# [Supplied material]
::::

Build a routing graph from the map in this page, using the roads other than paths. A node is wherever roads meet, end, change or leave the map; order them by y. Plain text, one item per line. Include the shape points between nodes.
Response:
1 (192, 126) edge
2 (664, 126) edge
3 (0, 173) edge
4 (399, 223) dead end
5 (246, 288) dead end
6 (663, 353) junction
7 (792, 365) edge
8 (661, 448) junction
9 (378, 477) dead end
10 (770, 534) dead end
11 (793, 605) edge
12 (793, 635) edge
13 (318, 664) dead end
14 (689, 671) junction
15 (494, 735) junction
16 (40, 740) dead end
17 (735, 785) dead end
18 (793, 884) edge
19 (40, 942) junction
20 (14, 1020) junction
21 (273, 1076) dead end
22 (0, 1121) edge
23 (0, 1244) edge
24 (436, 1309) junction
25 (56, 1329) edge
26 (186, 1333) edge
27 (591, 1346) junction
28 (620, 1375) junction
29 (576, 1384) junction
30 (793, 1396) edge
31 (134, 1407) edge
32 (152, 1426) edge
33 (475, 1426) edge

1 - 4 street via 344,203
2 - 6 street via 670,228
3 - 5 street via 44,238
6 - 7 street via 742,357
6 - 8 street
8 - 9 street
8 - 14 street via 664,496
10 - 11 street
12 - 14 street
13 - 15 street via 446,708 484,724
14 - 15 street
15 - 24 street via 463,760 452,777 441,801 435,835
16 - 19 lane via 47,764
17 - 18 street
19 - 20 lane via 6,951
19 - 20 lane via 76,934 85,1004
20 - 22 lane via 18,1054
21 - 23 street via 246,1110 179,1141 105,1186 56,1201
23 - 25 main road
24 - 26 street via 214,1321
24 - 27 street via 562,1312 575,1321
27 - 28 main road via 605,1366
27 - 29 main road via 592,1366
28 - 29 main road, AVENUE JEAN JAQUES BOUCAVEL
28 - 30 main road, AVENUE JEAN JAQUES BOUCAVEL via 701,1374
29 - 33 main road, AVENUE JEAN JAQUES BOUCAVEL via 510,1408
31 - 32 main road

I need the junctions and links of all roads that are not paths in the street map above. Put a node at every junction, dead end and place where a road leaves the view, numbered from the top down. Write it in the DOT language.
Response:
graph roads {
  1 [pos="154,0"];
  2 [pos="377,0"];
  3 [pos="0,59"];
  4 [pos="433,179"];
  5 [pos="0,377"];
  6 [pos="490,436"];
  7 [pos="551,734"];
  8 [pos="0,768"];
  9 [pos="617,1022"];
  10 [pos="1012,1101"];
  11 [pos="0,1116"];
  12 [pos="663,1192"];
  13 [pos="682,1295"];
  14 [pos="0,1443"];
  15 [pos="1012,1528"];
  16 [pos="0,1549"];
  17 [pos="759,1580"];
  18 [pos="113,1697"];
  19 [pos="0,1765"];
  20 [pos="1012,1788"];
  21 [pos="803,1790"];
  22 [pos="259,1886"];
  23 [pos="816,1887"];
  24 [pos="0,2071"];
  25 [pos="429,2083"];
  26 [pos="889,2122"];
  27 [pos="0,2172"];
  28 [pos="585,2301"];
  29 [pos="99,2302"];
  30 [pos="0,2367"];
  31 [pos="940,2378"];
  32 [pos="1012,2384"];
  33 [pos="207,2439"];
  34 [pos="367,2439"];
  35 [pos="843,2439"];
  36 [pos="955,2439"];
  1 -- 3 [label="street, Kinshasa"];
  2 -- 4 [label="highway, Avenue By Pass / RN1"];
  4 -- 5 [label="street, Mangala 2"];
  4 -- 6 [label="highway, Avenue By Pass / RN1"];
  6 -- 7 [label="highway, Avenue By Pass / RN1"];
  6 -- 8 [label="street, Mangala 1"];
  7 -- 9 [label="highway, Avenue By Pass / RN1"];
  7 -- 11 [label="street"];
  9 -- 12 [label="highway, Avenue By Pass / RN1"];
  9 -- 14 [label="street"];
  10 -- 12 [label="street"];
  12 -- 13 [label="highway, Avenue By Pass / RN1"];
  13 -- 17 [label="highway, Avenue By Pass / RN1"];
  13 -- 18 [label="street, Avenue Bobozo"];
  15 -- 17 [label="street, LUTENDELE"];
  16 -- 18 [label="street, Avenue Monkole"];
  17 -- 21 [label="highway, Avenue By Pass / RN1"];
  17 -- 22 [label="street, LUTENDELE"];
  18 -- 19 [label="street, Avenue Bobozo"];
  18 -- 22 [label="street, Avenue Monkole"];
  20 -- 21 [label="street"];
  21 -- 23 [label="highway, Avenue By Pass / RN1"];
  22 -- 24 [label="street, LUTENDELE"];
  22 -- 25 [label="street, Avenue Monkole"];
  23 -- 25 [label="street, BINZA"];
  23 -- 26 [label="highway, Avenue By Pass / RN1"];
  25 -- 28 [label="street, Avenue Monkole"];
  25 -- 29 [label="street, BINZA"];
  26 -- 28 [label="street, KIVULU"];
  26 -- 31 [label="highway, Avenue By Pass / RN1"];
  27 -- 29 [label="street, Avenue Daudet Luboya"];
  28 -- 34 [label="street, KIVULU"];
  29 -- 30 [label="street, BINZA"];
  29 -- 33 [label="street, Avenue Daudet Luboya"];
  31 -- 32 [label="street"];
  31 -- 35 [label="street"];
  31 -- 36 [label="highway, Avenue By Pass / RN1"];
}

::::

# [Problem requirements]
Set the entries above down once more, exactly as they stand.

# [Solution to this exercise]
Build a routing graph from the map in this page, using the roads other than paths. A node is wherever roads meet, end, change or leave the map; order them by y. Plain text, one item per line. Include the shape points between nodes.
Response:
1 (192, 126) edge
2 (664, 126) edge
3 (0, 173) edge
4 (399, 223) dead end
5 (246, 288) dead end
6 (663, 353) junction
7 (792, 365) edge
8 (661, 448) junction
9 (378, 477) dead end
10 (770, 534) dead end
11 (793, 605) edge
12 (793, 635) edge
13 (318, 664) dead end
14 (689, 671) junction
15 (494, 735) junction
16 (40, 740) dead end
17 (735, 785) dead end
18 (793, 884) edge
19 (40, 942) junction
20 (14, 1020) junction
21 (273, 1076) dead end
22 (0, 1121) edge
23 (0, 1244) edge
24 (436, 1309) junction
25 (56, 1329) edge
26 (186, 1333) edge
27 (591, 1346) junction
28 (620, 1375) junction
29 (576, 1384) junction
30 (793, 1396) edge
31 (134, 1407) edge
32 (152, 1426) edge
33 (475, 1426) edge

1 - 4 street via 344,203
2 - 6 street via 670,228
3 - 5 street via 44,238
6 - 7 street via 742,357
6 - 8 street
8 - 9 street
8 - 14 street via 664,496
10 - 11 street
12 - 14 street
13 - 15 street via 446,708 484,724
14 - 15 street
15 - 24 street via 463,760 452,777 441,801 435,835
16 - 19 lane via 47,764
17 - 18 street
19 - 20 lane via 6,951
19 - 20 lane via 76,934 85,1004
20 - 22 lane via 18,1054
21 - 23 street via 246,1110 179,1141 105,1186 56,1201
23 - 25 main road
24 - 26 street via 214,1321
24 - 27 street via 562,1312 575,1321
27 - 28 main road via 605,1366
27 - 29 main road via 592,1366
28 - 29 main road, AVENUE JEAN JAQUES BOUCAVEL
28 - 30 main road, AVENUE JEAN JAQUES BOUCAVEL via 701,1374
29 - 33 main road, AVENUE JEAN JAQUES BOUCAVEL via 510,1408
31 - 32 main road

I need the junctions and links of all roads that are not paths in the street map above. Put a node at every junction, dead end and place where a road leaves the view, numbered from the top down. Write it in the DOT language.
Response:
graph roads {
  1 [pos="154,0"];
  2 [pos="377,0"];
  3 [pos="0,59"];
  4 [pos="433,179"];
  5 [pos="0,377"];
  6 [pos="490,436"];
  7 [pos="551,734"];
  8 [pos="0,768"];
  9 [pos="617,1022"];
  10 [pos="1012,1101"];
  11 [pos="0,1116"];
  12 [pos="663,1192"];
  13 [pos="682,1295"];
  14 [pos="0,1443"];
  15 [pos="1012,1528"];
  16 [pos="0,1549"];
  17 [pos="759,1580"];
  18 [pos="113,1697"];
  19 [pos="0,1765"];
  20 [pos="1012,1788"];
  21 [pos="803,1790"];
  22 [pos="259,1886"];
  23 [pos="816,1887"];
  24 [pos="0,2071"];
  25 [pos="429,2083"];
  26 [pos="889,2122"];
  27 [pos="0,2172"];
  28 [pos="585,2301"];
  29 [pos="99,2302"];
  30 [pos="0,2367"];
  31 [pos="940,2378"];
  32 [pos="1012,2384"];
  33 [pos="207,2439"];
  34 [pos="367,2439"];
  35 [pos="843,2439"];
  36 [pos="955,2439"];
  1 -- 3 [label="street, Kinshasa"];
  2 -- 4 [label="highway, Avenue By Pass / RN1"];
  4 -- 5 [label="street, Mangala 2"];
  4 -- 6 [label="highway, Avenue By Pass / RN1"];
  6 -- 7 [label="highway, Avenue By Pass / RN1"];
  6 -- 8 [label="street, Mangala 1"];
  7 -- 9 [label="highway, Avenue By Pass / RN1"];
  7 -- 11 [label="street"];
  9 -- 12 [label="highway, Avenue By Pass / RN1"];
  9 -- 14 [label="street"];
  10 -- 12 [label="street"];
  12 -- 13 [label="highway, Avenue By Pass / RN1"];
  13 -- 17 [label="highway, Avenue By Pass / RN1"];
  13 -- 18 [label="street, Avenue Bobozo"];
  15 -- 17 [label="street, LUTENDELE"];
  16 -- 18 [label="street, Avenue Monkole"];
  17 -- 21 [label="highway, Avenue By Pass / RN1"];
  17 -- 22 [label="street, LUTENDELE"];
  18 -- 19 [label="street, Avenue Bobozo"];
  18 -- 22 [label="street, Avenue Monkole"];
  20 -- 21 [label="street"];
  21 -- 23 [label="highway, Avenue By Pass / RN1"];
  22 -- 24 [label="street, LUTENDELE"];
  22 -- 25 [label="street, Avenue Monkole"];
  23 -- 25 [label="street, BINZA"];
  23 -- 26 [label="highway, Avenue By Pass / RN1"];
  25 -- 28 [label="street, Avenue Monkole"];
  25 -- 29 [label="street, BINZA"];
  26 -- 28 [label="street, KIVULU"];
  26 -- 31 [label="highway, Avenue By Pass / RN1"];
  27 -- 29 [label="street, Avenue Daudet Luboya"];
  28 -- 34 [label="street, KIVULU"];
  29 -- 30 [label="street, BINZA"];
  29 -- 33 [label="street, Avenue Daudet Luboya"];
  31 -- 32 [label="street"];
  31 -- 35 [label="street"];
  31 -- 36 [label="highway, Avenue By Pass / RN1"];
}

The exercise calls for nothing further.